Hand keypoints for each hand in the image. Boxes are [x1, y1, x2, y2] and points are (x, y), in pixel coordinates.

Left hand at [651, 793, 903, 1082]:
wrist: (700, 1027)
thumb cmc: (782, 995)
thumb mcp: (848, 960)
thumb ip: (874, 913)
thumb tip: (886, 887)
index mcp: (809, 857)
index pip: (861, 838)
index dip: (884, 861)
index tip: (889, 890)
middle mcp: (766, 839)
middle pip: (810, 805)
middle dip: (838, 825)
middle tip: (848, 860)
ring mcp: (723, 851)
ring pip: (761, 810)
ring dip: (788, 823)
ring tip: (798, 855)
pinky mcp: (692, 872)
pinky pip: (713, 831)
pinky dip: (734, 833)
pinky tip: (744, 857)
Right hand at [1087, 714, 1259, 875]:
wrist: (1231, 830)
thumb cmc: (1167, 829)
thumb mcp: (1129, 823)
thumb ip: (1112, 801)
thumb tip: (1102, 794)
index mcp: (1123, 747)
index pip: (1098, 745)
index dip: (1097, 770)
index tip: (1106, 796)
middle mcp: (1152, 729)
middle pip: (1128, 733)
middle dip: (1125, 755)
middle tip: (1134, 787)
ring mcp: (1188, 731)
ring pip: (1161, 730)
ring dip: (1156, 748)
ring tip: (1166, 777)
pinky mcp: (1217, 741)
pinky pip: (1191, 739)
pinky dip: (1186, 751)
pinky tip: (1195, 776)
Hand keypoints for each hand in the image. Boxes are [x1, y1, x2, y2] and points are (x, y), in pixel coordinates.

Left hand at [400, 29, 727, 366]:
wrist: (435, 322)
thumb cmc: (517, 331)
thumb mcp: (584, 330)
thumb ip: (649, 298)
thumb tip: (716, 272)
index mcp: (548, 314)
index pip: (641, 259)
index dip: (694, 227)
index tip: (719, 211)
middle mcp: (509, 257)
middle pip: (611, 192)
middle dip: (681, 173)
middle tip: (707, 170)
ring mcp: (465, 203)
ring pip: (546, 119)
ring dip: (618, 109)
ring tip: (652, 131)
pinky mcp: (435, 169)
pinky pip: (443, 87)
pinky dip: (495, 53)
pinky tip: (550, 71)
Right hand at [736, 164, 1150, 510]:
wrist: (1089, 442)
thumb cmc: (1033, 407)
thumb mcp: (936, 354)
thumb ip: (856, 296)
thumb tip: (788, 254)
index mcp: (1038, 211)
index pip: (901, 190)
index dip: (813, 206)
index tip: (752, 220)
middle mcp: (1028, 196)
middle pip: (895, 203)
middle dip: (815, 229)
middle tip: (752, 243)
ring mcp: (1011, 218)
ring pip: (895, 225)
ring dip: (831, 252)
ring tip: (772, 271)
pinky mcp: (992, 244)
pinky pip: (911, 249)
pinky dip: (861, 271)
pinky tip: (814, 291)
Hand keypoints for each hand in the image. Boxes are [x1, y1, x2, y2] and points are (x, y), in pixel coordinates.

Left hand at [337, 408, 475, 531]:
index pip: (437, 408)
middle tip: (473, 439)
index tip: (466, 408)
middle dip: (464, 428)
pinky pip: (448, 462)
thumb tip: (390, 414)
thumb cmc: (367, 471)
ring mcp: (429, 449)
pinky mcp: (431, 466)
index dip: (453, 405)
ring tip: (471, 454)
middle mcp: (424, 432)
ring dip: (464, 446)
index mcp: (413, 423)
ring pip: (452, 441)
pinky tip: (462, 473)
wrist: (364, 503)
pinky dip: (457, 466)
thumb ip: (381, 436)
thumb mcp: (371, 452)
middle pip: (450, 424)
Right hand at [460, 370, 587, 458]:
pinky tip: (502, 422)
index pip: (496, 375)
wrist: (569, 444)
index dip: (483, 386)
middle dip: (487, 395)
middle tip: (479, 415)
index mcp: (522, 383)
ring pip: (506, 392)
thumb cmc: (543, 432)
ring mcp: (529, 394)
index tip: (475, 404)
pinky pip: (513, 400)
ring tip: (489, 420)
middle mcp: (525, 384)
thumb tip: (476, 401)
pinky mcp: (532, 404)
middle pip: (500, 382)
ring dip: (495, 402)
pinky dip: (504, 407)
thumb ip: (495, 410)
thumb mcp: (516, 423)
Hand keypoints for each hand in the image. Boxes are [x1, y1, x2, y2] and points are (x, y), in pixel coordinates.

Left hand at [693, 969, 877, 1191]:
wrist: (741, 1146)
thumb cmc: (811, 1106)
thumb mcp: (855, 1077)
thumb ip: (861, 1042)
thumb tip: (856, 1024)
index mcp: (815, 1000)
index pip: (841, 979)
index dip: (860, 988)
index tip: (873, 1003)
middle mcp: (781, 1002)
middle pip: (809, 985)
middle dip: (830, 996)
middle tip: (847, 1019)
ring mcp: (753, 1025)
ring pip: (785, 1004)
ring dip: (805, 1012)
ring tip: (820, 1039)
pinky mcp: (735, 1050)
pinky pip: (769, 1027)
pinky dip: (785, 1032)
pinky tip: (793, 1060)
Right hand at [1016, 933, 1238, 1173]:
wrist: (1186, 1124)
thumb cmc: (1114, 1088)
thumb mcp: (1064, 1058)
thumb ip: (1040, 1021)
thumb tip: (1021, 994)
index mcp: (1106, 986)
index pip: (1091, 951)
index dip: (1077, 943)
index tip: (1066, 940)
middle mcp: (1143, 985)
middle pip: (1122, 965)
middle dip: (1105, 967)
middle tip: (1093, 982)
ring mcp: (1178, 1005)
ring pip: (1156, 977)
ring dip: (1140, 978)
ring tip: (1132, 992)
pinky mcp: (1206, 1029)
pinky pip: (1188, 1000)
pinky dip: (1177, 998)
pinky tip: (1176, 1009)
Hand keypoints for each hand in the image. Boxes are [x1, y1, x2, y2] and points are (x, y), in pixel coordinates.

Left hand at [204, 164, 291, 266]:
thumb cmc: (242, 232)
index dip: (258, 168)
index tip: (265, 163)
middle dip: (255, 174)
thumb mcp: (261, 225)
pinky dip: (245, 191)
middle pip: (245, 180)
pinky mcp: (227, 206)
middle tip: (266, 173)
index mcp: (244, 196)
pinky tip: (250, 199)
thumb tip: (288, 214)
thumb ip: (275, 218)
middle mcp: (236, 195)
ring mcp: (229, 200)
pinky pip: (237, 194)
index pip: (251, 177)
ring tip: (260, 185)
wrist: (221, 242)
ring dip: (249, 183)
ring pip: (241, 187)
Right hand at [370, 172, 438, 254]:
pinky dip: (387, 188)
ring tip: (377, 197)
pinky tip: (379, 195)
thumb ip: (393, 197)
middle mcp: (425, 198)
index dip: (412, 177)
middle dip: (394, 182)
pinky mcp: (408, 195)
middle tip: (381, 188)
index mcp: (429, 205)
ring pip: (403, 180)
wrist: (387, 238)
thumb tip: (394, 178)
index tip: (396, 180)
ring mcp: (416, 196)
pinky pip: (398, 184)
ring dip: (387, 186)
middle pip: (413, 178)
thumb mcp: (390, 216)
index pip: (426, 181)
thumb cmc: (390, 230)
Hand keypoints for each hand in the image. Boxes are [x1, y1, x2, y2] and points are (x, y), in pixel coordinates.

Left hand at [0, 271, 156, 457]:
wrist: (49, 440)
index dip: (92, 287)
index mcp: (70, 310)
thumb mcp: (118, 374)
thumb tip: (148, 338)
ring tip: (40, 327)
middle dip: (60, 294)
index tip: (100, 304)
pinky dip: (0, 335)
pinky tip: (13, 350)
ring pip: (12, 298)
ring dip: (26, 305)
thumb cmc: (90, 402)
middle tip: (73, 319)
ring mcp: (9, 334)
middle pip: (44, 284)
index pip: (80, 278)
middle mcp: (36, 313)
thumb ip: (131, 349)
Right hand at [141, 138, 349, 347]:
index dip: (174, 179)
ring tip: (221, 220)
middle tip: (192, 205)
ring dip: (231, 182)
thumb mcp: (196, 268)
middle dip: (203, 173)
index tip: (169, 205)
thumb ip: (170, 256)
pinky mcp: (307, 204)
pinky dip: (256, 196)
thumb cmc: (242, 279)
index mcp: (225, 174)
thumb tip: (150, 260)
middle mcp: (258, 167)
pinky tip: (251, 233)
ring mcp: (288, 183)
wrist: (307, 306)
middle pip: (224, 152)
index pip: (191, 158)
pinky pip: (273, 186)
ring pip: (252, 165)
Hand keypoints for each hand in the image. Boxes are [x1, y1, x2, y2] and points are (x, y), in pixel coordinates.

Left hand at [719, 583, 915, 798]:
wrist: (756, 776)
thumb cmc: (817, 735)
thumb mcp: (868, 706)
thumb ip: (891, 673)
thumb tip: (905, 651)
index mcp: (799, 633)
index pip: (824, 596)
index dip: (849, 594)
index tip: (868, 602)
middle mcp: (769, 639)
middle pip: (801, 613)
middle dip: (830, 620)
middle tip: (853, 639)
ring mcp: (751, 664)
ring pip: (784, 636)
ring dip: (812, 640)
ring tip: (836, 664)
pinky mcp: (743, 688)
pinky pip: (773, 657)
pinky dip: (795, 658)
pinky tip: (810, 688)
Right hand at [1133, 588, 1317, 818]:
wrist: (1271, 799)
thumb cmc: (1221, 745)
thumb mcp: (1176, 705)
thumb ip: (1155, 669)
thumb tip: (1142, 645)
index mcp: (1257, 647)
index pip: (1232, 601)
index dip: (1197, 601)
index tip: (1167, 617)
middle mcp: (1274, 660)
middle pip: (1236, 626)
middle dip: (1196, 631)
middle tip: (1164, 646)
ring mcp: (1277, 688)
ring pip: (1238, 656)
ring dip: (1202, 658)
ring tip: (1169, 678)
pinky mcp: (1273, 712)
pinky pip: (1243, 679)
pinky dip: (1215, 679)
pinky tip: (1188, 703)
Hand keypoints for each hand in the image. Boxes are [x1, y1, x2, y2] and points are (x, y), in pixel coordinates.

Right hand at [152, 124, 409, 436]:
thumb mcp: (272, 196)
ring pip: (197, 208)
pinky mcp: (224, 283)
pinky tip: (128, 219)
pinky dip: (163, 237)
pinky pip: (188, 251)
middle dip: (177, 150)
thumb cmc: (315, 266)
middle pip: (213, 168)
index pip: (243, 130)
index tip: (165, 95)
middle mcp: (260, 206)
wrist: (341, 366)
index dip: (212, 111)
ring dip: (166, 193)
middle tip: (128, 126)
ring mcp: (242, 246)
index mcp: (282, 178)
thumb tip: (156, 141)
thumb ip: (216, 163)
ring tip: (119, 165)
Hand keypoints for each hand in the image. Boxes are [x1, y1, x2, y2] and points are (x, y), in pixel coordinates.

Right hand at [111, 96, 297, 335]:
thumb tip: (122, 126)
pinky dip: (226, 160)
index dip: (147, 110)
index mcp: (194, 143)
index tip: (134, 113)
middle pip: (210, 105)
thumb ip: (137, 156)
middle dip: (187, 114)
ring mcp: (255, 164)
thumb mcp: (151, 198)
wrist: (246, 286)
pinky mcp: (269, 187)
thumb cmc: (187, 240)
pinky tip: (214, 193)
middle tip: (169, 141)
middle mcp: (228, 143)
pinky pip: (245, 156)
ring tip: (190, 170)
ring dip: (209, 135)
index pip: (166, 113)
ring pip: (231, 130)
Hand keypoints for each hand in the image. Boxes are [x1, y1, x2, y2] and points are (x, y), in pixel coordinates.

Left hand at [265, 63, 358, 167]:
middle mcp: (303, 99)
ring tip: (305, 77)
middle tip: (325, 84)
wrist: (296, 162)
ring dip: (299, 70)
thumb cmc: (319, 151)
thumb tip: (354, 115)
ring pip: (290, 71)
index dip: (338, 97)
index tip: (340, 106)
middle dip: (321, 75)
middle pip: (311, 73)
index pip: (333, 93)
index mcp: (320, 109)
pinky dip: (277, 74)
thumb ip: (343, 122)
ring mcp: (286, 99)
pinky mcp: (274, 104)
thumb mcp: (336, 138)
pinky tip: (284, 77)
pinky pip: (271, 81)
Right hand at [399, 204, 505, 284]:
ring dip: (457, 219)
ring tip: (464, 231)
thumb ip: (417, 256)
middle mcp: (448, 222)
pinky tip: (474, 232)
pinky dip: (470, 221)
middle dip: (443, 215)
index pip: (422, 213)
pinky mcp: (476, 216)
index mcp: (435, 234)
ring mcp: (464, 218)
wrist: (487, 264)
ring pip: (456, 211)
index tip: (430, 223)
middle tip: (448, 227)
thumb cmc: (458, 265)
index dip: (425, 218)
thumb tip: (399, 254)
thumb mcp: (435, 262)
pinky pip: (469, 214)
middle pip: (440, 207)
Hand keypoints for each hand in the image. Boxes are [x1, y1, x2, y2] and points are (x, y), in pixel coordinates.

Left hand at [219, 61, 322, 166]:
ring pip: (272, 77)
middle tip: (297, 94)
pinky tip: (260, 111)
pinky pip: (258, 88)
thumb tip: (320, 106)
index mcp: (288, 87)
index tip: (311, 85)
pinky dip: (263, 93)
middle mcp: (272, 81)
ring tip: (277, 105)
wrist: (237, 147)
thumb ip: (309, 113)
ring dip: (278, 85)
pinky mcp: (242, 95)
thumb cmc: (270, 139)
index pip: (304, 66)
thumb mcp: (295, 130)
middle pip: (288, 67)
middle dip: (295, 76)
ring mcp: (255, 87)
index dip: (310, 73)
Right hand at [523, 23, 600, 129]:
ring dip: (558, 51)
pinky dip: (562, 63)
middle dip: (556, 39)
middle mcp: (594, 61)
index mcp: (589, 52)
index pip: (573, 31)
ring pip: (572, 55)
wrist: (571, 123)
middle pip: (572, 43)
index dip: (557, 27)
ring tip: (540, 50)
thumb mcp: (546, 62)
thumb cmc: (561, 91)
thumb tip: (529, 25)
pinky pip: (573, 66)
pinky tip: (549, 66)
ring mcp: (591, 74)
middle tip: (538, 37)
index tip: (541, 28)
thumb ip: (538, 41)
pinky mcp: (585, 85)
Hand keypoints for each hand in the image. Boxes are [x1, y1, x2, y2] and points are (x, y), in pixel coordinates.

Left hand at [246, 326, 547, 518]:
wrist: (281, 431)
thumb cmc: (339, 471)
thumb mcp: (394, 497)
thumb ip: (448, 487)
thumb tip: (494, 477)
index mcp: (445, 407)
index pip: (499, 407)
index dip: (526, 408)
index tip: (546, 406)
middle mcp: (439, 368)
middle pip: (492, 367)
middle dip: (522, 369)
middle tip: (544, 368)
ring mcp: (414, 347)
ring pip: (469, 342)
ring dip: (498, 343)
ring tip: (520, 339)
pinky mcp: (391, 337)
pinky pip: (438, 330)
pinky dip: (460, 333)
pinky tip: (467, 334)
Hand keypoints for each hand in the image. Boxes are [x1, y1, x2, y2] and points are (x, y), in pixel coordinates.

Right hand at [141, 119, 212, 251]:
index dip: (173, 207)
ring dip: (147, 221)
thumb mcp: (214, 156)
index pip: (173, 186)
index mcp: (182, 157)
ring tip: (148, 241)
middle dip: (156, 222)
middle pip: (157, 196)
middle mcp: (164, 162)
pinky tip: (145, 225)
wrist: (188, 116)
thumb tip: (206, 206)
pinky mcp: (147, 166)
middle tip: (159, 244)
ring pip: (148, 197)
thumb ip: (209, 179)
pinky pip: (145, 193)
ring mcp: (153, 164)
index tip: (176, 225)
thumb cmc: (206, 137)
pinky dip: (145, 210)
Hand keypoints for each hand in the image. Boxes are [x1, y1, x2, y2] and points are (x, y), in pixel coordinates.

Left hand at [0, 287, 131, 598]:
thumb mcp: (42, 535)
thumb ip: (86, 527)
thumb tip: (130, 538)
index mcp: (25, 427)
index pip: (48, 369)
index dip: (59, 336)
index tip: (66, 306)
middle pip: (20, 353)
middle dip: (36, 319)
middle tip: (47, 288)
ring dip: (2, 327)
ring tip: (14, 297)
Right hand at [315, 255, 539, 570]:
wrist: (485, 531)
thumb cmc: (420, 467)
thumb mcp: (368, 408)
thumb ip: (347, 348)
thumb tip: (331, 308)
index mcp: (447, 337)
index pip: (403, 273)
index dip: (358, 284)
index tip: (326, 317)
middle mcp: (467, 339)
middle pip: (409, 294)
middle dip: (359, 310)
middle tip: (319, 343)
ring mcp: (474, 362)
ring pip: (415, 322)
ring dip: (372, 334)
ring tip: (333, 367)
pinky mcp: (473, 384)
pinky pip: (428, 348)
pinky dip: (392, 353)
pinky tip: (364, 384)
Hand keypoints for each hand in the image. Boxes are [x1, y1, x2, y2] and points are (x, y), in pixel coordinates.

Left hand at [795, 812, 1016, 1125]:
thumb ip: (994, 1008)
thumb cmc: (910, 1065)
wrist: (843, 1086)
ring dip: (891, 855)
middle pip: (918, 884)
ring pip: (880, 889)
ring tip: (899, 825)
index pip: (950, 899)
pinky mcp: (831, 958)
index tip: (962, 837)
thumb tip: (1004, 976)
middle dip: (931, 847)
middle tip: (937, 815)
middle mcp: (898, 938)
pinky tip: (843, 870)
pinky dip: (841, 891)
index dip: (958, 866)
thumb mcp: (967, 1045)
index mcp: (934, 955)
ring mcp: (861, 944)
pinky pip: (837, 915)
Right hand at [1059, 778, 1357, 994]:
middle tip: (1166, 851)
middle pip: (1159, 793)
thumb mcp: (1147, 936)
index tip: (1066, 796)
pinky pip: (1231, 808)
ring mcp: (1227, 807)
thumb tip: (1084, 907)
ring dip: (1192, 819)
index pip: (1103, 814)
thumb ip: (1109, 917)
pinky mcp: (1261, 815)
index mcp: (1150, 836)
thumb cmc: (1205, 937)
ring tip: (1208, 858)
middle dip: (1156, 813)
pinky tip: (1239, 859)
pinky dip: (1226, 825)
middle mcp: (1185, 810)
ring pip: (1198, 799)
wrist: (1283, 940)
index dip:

[Problem] Word for word, reproduce the listing from its first line through the line that has "ring dip: (788, 823)" in it, and go no further.

[Answer below]
Hand keypoints for each hand in the image. Boxes are [x1, y1, x2, y2] and points are (x, y), in pixel coordinates.

Left hand at [651, 793, 903, 1082]:
wrist: (700, 1027)
thumb cmc: (782, 995)
thumb mcp: (848, 960)
thumb ip: (874, 913)
thumb tip: (886, 887)
index mcp: (809, 857)
index pip: (861, 838)
index dip: (884, 861)
index tip: (889, 890)
middle mcp: (766, 839)
middle pip: (810, 805)
middle dip: (838, 825)
middle tip: (848, 860)
ring mcp: (723, 851)
ring pip: (761, 810)
ring dip: (788, 823)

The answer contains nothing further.